Por encima, una versión más potente eleva la cifra hasta 110 kW (150 CV) con una batería de 52 kWh, lo que permite ampliar su radio de acción y mejorar su comportamiento fuera de la ciudad. Esta dualidad responde a una tendencia cada vez más extendida en el segmento: ofrecer diferentes niveles de autonomía y prestaciones dentro de una misma plataforma.
Conducción eléctrica: respuesta inmediata y mayor confort
Como es habitual en los vehículos eléctricos, la entrega instantánea de par se traduce en aceleraciones progresivas pero contundentes, especialmente útiles en maniobras como incorporaciones o adelantamientos.
A ello se suma la ausencia de vibraciones y un funcionamiento prácticamente silencioso, factores que elevan el confort a bordo y refuerzan la sensación de conducción suave, uno de los principales argumentos de los eléctricos frente a los motores de combustión.
e-Pedal y frenada regenerativa: más control en ciudad
Uno de los elementos clave del nuevo Micra es el sistema e-Pedal, una tecnología ya presente en otros modelos de la marca que permite conducir utilizando prácticamente un solo pedal. Al levantar el pie del acelerador, el coche desacelera hasta detenerse, lo que simplifica la conducción en tráfico urbano.

Este sistema se complementa con la frenada regenerativa ajustable mediante levas en el volante, que permite al conductor elegir el nivel de retención. Esta función no solo mejora la eficiencia energética, sino que añade un grado de personalización poco habitual en el segmento.
Chasis específico y centro de gravedad bajo
El diseño del vehículo aprovecha las ventajas de la arquitectura eléctrica. La ubicación de la batería en la parte baja del coche reduce el centro de gravedad, lo que se traduce en una mayor estabilidad y un mejor comportamiento en curva.
El chasis ha sido ajustado específicamente para esta configuración, buscando un equilibrio entre confort y precisión. Según la marca, la suspensión absorbe bien las irregularidades del terreno sin comprometer el control cuando se exige un ritmo más alto.
Agilidad urbana y solvencia en carretera
El Micra mantiene uno de sus rasgos tradicionales: la facilidad de uso en ciudad.
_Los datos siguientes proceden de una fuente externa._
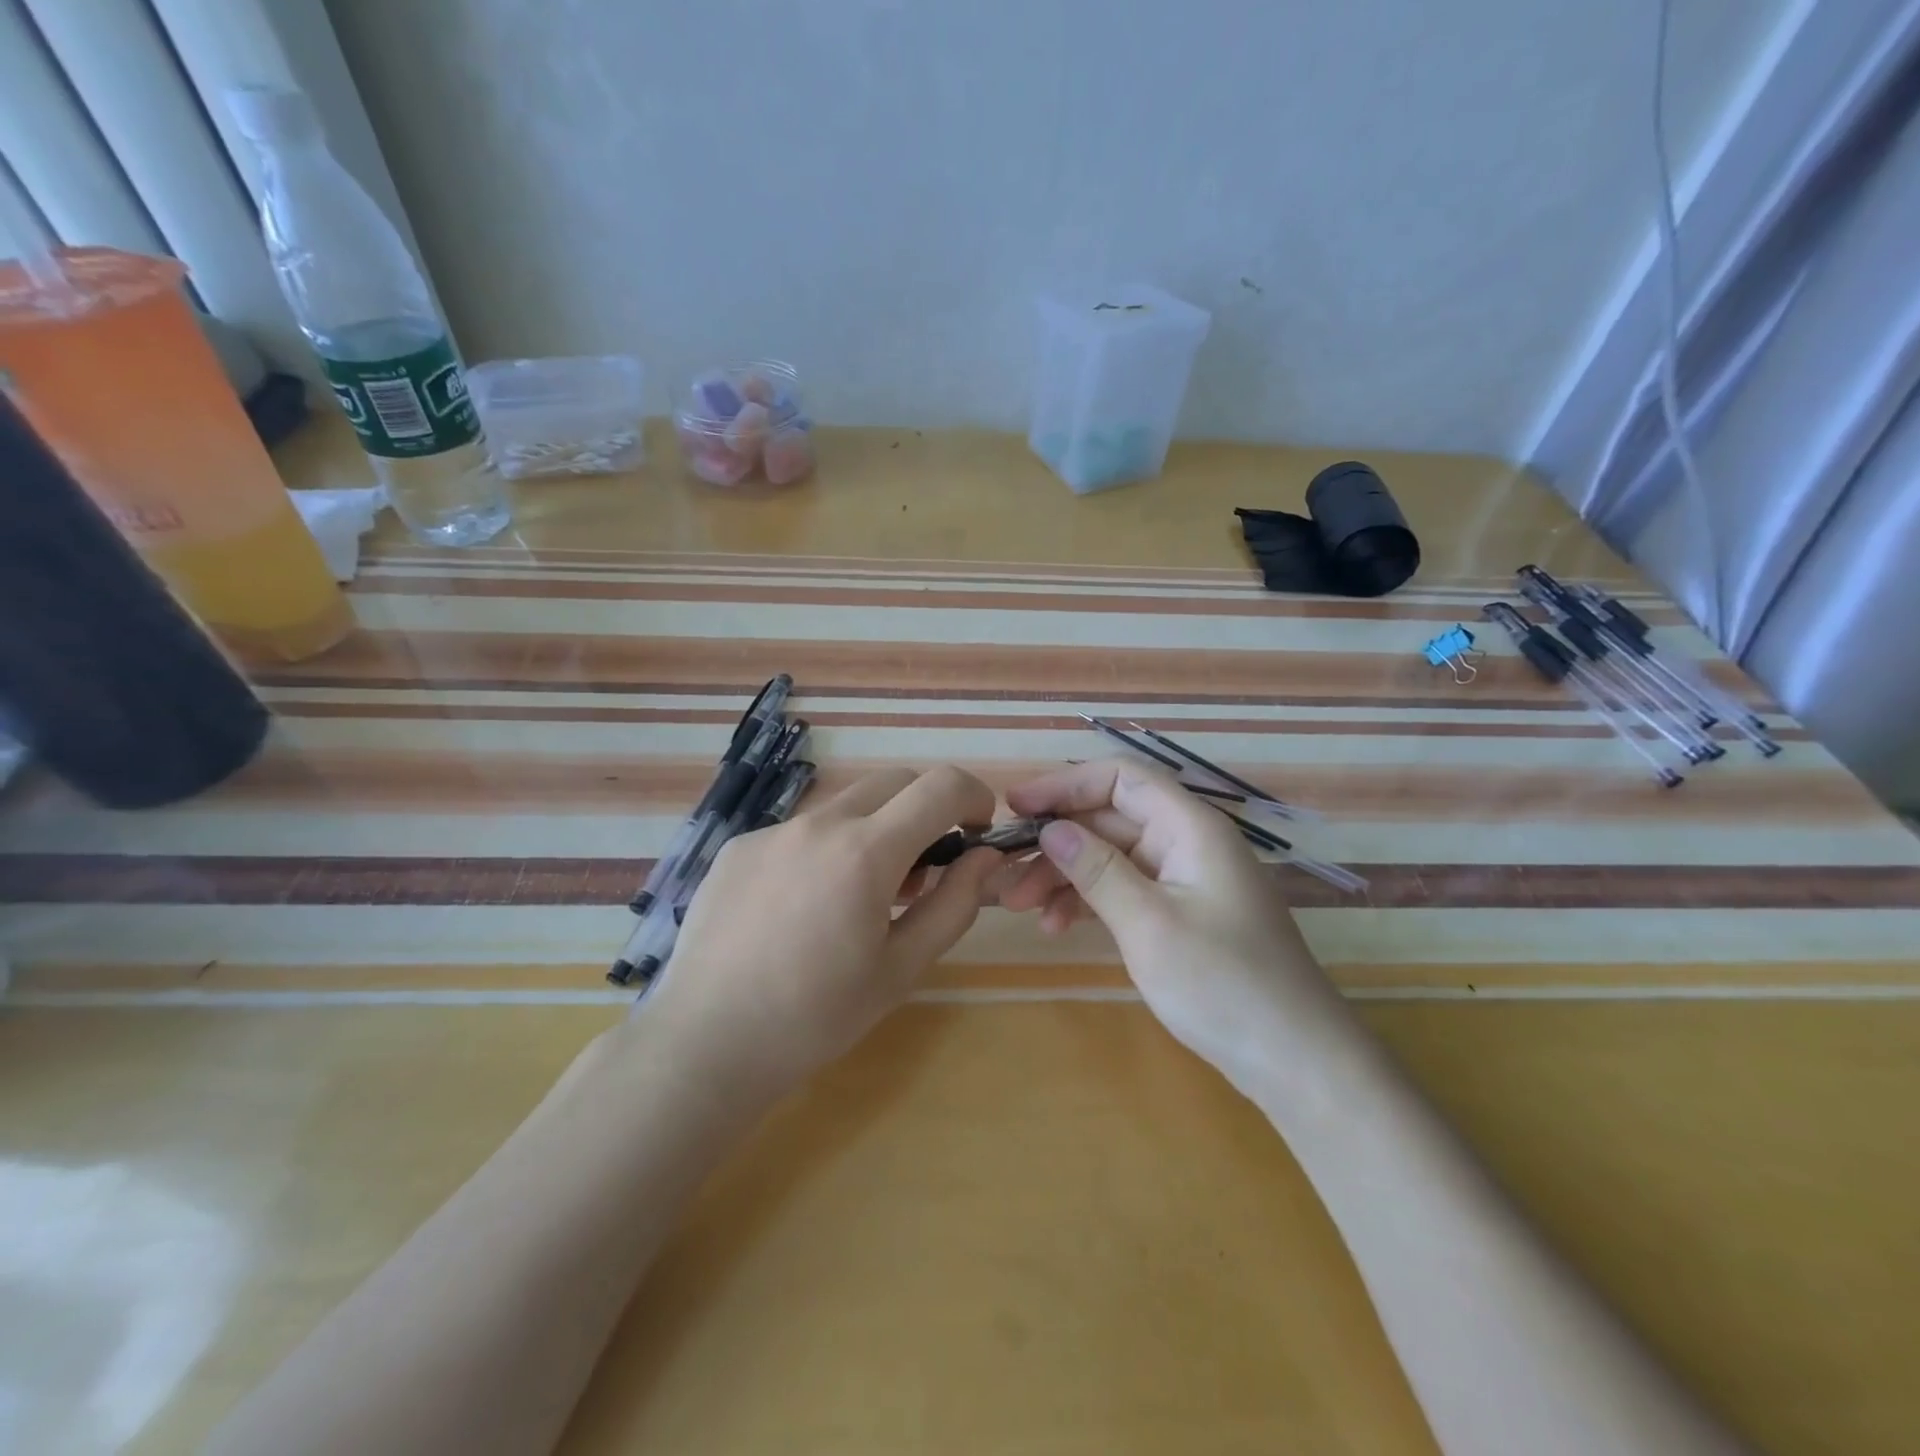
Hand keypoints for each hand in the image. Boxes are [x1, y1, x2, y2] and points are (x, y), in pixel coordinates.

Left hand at [645, 766, 1003, 1098]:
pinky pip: (800, 831)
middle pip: (895, 782)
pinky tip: (802, 909)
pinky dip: (824, 850)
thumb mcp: (903, 968)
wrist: (706, 1043)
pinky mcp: (739, 847)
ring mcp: (773, 831)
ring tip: (859, 897)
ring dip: (873, 831)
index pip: (940, 786)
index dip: (973, 796)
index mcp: (866, 852)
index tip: (978, 830)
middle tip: (921, 871)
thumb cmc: (817, 1017)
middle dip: (925, 810)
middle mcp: (819, 824)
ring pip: (846, 807)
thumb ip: (955, 903)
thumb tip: (986, 857)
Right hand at [1000, 759, 1342, 1078]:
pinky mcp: (1181, 914)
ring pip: (1111, 856)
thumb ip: (1097, 870)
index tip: (1015, 808)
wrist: (1296, 1061)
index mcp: (1190, 828)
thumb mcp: (1149, 924)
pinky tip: (1057, 926)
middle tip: (1007, 876)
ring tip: (1022, 908)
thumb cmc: (1224, 984)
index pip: (1120, 778)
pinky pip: (1125, 889)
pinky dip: (1089, 901)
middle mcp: (1187, 843)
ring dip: (1066, 876)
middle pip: (1110, 819)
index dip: (1065, 784)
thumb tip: (1050, 829)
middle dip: (1057, 842)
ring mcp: (1184, 880)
Su tamaño contenido y un radio de giro reducido facilitan las maniobras en espacios estrechos, mientras que la dirección directa contribuye a una conducción ágil.
Fuera del entorno urbano, el modelo busca ofrecer un comportamiento estable y predecible, especialmente en la versión más potente, que amplía su capacidad para trayectos interurbanos.
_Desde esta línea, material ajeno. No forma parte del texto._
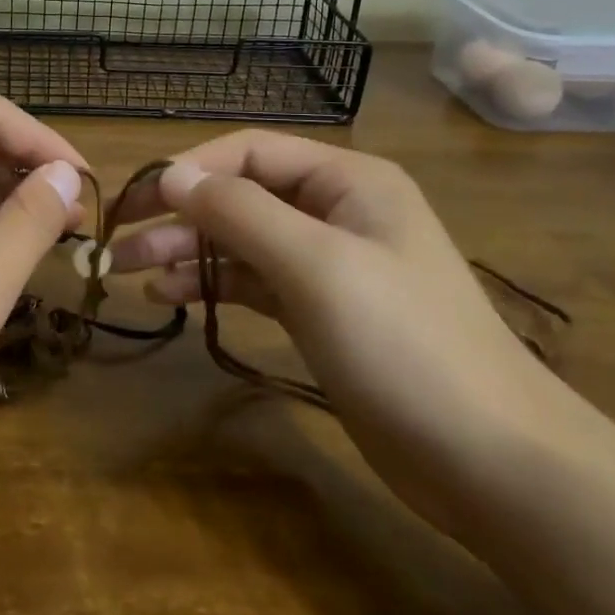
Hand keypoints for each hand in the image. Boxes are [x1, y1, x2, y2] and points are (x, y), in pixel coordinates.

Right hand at [109, 132, 597, 537]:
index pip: (248, 152)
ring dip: (188, 252)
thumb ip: (239, 211)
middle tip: (119, 242)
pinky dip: (213, 284)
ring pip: (241, 241)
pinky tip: (172, 297)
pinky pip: (254, 281)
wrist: (494, 462)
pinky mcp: (322, 311)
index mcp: (346, 180)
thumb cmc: (403, 344)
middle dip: (179, 216)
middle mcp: (336, 210)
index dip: (189, 170)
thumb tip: (172, 174)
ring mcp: (330, 263)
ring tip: (132, 272)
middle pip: (240, 196)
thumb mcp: (315, 265)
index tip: (136, 202)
Un modelo clave en la electrificación del segmento B
La transformación del Micra responde a una tendencia clara en la industria: la electrificación progresiva de los utilitarios, un segmento especialmente relevante en Europa por su volumen de ventas.
Con este lanzamiento, Nissan refuerza su presencia en un mercado cada vez más competitivo, donde rivales como el Renault 5 eléctrico o el Peugeot e-208 están marcando el ritmo de la transición.
El nuevo Micra eléctrico pretende mantener el carácter práctico y accesible que siempre ha definido al modelo, adaptándolo a una nueva etapa en la que la eficiencia, la tecnología y la experiencia de conducción cobran un protagonismo creciente.